そうして、森の中を進んでいけば――あった、目印の石碑だ。
「あった、これだ!」
「こ、こんな場所に石碑があるなんて」
「俺の知ってるものより、かなり苔むしてるけど――大丈夫だろう」
俺は石碑の前に立つ。
さて、この石碑に仕込まれた魔法を起動するためには……「エラさん、今から俺のする動きをそのまま真似て欲しい」先にエラさんを石碑の前に立たせて、俺はそう語りかけた。
「は、はい……?」
困惑するエラさんの前で、俺は記憶にある“エモート”の動きを何とか再現しようと試みる。
エラさんの前で披露するのは、珍妙なダンスだ。

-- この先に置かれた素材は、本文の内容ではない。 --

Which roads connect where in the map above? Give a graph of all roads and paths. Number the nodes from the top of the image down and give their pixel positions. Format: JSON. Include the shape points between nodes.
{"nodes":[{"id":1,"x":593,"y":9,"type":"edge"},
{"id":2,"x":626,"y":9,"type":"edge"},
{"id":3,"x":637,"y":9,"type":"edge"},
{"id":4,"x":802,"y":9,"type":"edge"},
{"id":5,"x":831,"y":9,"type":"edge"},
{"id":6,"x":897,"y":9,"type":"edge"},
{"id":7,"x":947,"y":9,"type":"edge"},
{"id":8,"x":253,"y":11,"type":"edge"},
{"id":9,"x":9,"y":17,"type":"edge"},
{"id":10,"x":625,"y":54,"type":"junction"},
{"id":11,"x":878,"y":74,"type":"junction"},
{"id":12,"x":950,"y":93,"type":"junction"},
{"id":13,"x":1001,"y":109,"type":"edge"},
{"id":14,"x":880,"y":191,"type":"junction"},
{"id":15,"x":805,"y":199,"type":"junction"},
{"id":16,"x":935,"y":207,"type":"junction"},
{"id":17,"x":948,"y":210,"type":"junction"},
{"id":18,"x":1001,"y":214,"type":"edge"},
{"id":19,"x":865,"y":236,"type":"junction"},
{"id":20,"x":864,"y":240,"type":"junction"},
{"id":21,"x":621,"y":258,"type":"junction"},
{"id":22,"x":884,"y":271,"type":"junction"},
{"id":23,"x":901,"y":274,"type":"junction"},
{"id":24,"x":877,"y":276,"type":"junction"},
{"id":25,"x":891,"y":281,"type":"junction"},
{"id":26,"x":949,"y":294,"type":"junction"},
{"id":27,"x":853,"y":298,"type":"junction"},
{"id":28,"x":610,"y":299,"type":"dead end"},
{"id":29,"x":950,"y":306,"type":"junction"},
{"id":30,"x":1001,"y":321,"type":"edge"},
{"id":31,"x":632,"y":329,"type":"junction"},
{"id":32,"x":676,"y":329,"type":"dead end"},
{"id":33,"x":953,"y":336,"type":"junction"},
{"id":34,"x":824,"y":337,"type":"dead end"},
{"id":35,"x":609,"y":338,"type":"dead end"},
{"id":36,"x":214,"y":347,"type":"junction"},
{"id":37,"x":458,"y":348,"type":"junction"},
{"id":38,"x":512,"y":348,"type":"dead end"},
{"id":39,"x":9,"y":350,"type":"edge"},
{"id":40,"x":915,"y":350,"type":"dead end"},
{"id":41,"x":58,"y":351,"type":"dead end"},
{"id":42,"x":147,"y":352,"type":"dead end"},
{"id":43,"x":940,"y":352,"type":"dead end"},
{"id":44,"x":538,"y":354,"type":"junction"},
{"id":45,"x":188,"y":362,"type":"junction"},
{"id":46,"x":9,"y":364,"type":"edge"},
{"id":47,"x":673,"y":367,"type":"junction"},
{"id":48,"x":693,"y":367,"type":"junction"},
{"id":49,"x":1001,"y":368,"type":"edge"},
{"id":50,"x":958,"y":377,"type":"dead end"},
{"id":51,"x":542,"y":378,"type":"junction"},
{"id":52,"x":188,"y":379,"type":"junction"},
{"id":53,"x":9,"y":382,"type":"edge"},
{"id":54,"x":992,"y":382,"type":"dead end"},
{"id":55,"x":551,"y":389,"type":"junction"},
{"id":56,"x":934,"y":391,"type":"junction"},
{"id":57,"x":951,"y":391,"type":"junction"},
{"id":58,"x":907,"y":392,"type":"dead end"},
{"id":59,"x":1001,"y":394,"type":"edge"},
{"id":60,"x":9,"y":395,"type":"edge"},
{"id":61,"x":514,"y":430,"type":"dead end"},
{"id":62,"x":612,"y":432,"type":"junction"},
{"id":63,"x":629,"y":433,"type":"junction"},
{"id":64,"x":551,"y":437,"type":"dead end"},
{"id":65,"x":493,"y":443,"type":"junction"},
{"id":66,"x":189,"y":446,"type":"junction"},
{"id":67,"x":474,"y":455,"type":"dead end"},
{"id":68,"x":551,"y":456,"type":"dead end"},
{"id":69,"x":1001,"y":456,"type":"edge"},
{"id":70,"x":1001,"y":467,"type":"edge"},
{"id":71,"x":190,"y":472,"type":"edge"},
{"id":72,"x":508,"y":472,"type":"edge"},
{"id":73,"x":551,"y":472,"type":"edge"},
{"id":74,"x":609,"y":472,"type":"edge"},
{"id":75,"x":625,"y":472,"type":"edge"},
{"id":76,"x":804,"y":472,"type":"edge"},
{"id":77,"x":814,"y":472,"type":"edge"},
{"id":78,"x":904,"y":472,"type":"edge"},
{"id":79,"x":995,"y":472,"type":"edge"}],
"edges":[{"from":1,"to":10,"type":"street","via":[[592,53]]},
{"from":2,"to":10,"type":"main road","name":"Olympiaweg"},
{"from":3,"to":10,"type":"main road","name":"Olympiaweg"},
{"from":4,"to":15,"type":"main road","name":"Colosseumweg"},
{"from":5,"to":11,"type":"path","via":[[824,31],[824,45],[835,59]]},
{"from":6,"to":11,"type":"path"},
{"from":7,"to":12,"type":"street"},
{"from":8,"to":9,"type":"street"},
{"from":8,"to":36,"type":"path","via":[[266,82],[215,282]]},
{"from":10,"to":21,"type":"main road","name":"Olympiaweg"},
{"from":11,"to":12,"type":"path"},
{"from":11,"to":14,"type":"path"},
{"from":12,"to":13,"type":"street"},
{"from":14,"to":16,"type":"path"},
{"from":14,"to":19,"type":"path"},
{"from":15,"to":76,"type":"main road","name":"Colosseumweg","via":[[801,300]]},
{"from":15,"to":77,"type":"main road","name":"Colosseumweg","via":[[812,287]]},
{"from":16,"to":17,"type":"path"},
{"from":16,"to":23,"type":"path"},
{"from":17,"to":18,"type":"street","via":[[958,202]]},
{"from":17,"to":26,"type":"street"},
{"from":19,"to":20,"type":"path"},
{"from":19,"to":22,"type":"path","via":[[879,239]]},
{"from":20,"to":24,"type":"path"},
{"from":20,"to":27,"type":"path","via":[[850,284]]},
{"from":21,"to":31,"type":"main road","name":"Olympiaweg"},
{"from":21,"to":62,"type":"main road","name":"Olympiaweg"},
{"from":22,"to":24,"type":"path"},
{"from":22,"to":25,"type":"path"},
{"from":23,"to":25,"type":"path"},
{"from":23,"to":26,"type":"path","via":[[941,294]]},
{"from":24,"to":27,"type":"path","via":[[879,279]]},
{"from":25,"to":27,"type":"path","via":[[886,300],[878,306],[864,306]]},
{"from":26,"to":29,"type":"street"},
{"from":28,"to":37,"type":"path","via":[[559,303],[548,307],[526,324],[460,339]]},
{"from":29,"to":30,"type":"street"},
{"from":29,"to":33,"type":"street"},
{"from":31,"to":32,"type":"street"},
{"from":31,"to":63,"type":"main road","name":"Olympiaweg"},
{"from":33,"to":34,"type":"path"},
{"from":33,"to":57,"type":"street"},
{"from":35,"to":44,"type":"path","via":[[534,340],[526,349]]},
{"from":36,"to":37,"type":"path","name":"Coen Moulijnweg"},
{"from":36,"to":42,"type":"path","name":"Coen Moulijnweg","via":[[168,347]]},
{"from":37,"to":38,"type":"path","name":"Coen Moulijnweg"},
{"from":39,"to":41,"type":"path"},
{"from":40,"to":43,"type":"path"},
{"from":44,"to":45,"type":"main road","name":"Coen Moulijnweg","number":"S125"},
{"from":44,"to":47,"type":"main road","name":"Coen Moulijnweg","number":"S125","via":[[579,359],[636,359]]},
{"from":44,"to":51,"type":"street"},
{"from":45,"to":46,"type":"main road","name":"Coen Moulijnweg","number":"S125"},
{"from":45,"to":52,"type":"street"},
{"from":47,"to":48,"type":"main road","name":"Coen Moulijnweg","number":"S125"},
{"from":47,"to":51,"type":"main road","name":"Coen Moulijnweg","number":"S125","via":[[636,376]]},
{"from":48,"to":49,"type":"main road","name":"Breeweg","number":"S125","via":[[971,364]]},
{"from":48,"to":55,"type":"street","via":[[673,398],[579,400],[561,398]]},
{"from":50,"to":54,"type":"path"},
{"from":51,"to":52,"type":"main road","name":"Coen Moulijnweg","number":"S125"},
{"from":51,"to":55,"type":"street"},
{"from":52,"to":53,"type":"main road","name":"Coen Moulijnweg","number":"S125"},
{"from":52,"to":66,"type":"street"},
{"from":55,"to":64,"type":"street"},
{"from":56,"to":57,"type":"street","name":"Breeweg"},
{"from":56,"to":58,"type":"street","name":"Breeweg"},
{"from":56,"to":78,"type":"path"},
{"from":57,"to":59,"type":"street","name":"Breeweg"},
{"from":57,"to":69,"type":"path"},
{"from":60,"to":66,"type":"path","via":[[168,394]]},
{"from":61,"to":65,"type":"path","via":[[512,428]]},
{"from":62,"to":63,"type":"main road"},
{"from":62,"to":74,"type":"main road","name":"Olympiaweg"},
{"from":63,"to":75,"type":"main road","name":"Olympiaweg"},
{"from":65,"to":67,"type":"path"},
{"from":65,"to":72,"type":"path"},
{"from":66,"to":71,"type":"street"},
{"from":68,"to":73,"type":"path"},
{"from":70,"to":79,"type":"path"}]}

エモート名は”絶対☆約束ダンス”だ。ふざけた名前だが、このふざけた名前がこのダンスに名付けられるまでのシナリオはかなり良かった。
――という感動は、エラさんに存在しない。「と、突然どうしたんですか?」なんて、至極全うな反応だ。なんだか、恥ずかしくなってくる。でも、進むためにはやって貰うしかない。
「この動きが必要なんだ……信じて欲しい」
「そ、そうですか? 私を揶揄ってるとかじゃないですよね!?」
「大真面目に言ってるんだ」
怪訝な顔をしたまま、エラさんが俺の動きを真似ていった。そして、一連の動作が終わると――「え?」石碑に蒼白い光が灯って、エラさんを転移させる。
よかった、これで動かなかったらエラさんに激怒されるところだった。
「よし、俺も続くか」
石碑の上に移動して、もう一度ダンスを踊る。予定調和みたく、俺の身体を光りが包んで、視界がぐらぐらと揺らいだ。
「っと、成功だな」
歪む視界が戻り、移動は成功。「また、来たぜーっ!!!」エラさん、この短時間で声がかわ――そんな訳ないな!?
正しく戻った視界で、しっかりと周囲を見れば――石碑を取り囲むのは荒々しい3人の男たち。彼らは皆、同じような格好とゴーグルをつけ、その近くにはバイクのような乗り物が立てかけられていた。
「エ、エイジさん――こ、この人たちがライダーズです」
隣にいたエラさんの表情が強ばっていた。
作戦は成功したけど――同時に、失敗でもあったみたいだ。ニタニタと笑みを浮かべた荒くれ共が、ジリジリと俺たちに迫る。